Batch Processing

Coordinate the processing of multiple homogeneous documents under a single parent job. Batches let you upload several files, run one configuration across all of them, and retrieve an ordered list of per-document results.

When To Use

Choose batches when:

You have dozens or hundreds of similar documents that share the same prompt, schema, or template
Consolidated progress tracking and a single job identifier simplifies downstream automation
You want to reprocess a collection without re-uploading each file

Prefer single-document processing when you only need to submit a few files or each document requires different configuration.

Lifecycle Overview

Create an empty batch job to reserve a GUID
Upload documents one at a time (each upload receives an index)
Process the batch by providing the extraction configuration
Monitor progress and completion through the standard status endpoint
Fetch results as a list aligned with the upload order

Core Concepts

Concept	Description
isBatch	Flag on the parent job that identifies batch processing
totalDocuments	Count of documents currently attached to the batch
completedDocuments	Number of documents that finished successfully
failedDocuments	Number of documents that completed with errors
maxConcurrency	Upper bound of documents processed in parallel
jobMode	`STANDARD`, `MAP_REDUCE`, or other operation modes applied to each document

API Workflow

1. Create a Batch

curl -X POST "https://api.docudevs.ai/document/batch" \
  -H "Authorization: Bearer $API_KEY" \
  -H "Content-Type: application/json" \
  -d '{
    "mimeType": "application/pdf"
  }'

2. Upload Documents

curl -X POST "https://api.docudevs.ai/document/batch/${BATCH_GUID}/upload" \
  -H "Authorization: Bearer $API_KEY" \
  -F "document=@reports/q1.pdf"

Each upload response includes the assigned index and updated totals: The schema field should contain a JSON schema string—use the same structure you pass to single-document extractions.

{
  "jobGuid": "9f1f7ef0-5e0c-4d33-9f03-4c499df0c4d2",
  "index": 0,
  "totalDocuments": 1
}

Repeat uploads until every document is attached.

3. Process the Batch

curl -X POST "https://api.docudevs.ai/document/batch/${BATCH_GUID}/process" \
  -H "Authorization: Bearer $API_KEY" \
  -H "Content-Type: application/json" \
  -d '{
    "prompt": "Extract the statement date, customer name, and running balance.",
    "schema": "{\\n  \\\"statements\\\": [{\\n    \\\"statementDate\\\": \\\"date\\\",\\n    \\\"customerName\\\": \\\"string\\\",\\n    \\\"runningBalance\\\": \\\"number\\\"\\n  }]\\n}",
    "maxConcurrency": 4
  }'

You can rerun processing with updated configuration.

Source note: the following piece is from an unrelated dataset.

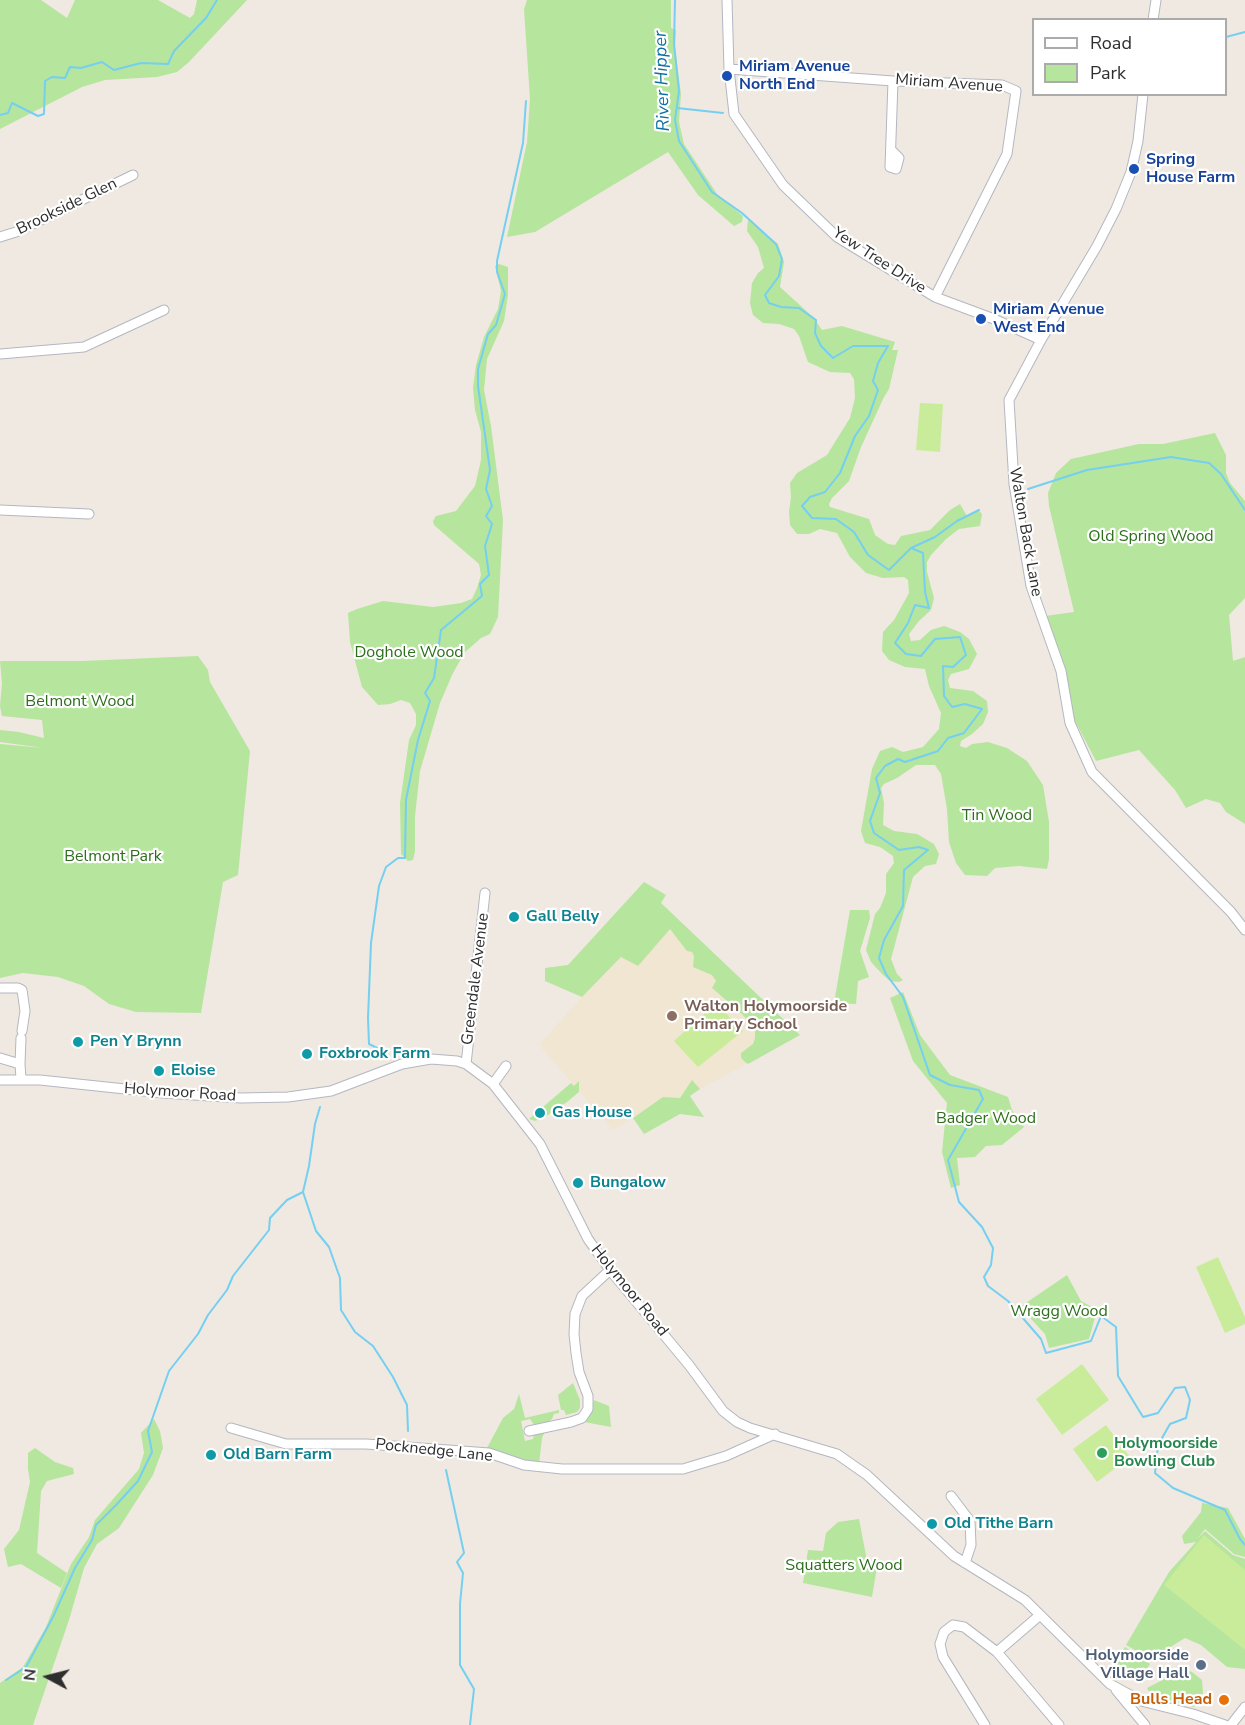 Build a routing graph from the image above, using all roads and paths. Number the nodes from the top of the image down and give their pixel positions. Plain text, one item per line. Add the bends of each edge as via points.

Reprocessing clears previous results but keeps uploaded documents.

4. Check Status

curl -X GET "https://api.docudevs.ai/job/status/${BATCH_GUID}" \
  -H "Authorization: Bearer $API_KEY"

Sample response while processing:

{
  "guid": "9f1f7ef0-5e0c-4d33-9f03-4c499df0c4d2",
  "status": "PROCESSING",
  "isBatch": true,
  "totalDocuments": 10,
  "completedDocuments": 6,
  "failedDocuments": 1,
  "maxConcurrency": 4
}

5. Retrieve Results

curl -X GET "https://api.docudevs.ai/job/result/${BATCH_GUID}/json" \
  -H "Authorization: Bearer $API_KEY"

Results return as an ordered array. Indices align with the upload order.

[
  {
    "statements": [
      {
        "statementDate": "2024-01-31",
        "customerName": "Northern Supplies LLC",
        "runningBalance": 18234.12
      }
    ]
  },
  null,
  "ERROR: Document failed due to unreadable content"
]

Python SDK Example

import asyncio
import json
import os

from docudevs.docudevs_client import DocuDevsClient


async def run_batch() -> None:
    client = DocuDevsClient(token=os.environ["DOCUDEVS_API_KEY"])

    batch_guid = await client.create_batch(max_concurrency=3)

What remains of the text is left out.